BEGIN

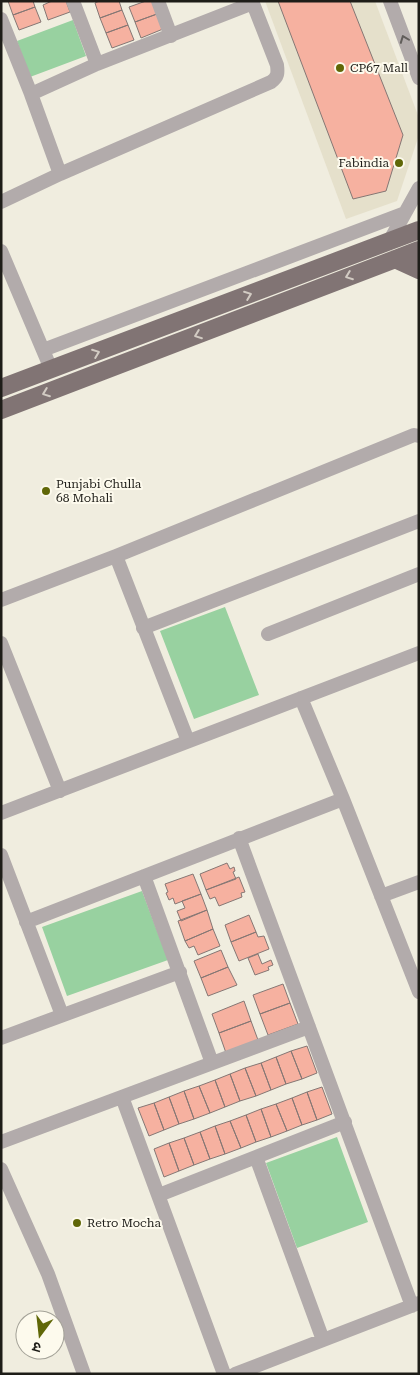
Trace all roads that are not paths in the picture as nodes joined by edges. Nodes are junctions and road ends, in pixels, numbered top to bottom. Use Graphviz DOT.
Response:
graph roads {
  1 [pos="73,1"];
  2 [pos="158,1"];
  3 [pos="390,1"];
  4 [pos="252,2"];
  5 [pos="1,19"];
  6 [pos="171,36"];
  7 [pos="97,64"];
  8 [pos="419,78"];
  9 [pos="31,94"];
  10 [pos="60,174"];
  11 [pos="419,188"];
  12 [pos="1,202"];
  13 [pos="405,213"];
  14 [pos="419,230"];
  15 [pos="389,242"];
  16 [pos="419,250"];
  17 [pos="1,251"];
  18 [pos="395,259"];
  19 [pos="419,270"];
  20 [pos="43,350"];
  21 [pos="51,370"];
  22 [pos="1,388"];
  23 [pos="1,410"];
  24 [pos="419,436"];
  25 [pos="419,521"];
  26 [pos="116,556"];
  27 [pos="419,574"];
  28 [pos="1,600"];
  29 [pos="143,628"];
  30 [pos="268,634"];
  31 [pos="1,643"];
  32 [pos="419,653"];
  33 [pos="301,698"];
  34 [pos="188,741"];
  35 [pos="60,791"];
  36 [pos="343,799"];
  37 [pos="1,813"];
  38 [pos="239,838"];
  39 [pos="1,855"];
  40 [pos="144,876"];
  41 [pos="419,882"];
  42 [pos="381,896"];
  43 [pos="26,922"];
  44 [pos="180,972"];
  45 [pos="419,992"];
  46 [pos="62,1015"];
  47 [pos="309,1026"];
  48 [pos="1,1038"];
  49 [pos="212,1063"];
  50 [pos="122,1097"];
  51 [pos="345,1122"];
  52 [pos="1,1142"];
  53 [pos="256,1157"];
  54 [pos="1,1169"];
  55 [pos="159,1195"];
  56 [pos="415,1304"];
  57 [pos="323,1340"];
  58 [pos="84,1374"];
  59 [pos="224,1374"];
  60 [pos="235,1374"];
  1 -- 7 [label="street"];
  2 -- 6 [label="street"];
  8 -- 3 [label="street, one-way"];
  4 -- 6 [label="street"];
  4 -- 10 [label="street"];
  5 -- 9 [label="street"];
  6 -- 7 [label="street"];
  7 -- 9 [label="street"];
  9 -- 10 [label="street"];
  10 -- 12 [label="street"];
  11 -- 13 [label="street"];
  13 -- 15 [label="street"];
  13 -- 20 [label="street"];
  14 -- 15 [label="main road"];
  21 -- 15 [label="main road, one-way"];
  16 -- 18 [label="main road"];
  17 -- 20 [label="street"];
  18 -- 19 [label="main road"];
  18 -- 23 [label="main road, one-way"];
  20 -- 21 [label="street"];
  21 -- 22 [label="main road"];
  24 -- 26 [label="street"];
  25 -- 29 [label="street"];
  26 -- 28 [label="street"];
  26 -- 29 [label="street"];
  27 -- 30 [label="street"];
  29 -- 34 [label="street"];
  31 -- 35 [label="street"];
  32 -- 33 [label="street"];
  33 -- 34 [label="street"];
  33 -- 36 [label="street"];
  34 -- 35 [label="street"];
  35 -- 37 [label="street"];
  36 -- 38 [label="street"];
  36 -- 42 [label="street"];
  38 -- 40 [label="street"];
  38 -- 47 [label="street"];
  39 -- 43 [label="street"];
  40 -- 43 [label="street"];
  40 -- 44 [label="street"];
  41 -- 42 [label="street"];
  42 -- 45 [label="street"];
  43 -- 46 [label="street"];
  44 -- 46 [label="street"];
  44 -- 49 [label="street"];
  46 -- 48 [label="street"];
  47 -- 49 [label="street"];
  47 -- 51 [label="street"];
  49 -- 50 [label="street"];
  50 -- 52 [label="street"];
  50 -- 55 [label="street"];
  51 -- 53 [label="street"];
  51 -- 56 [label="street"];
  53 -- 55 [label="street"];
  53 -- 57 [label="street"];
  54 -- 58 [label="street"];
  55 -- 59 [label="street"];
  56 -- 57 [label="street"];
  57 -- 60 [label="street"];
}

END

Take each line of the material that contains the word "roads" and list it.

**Result for this exercise**:
Trace all roads that are not paths in the picture as nodes joined by edges. Nodes are junctions and road ends, in pixels, numbered top to bottom. Use Graphviz DOT.
graph roads {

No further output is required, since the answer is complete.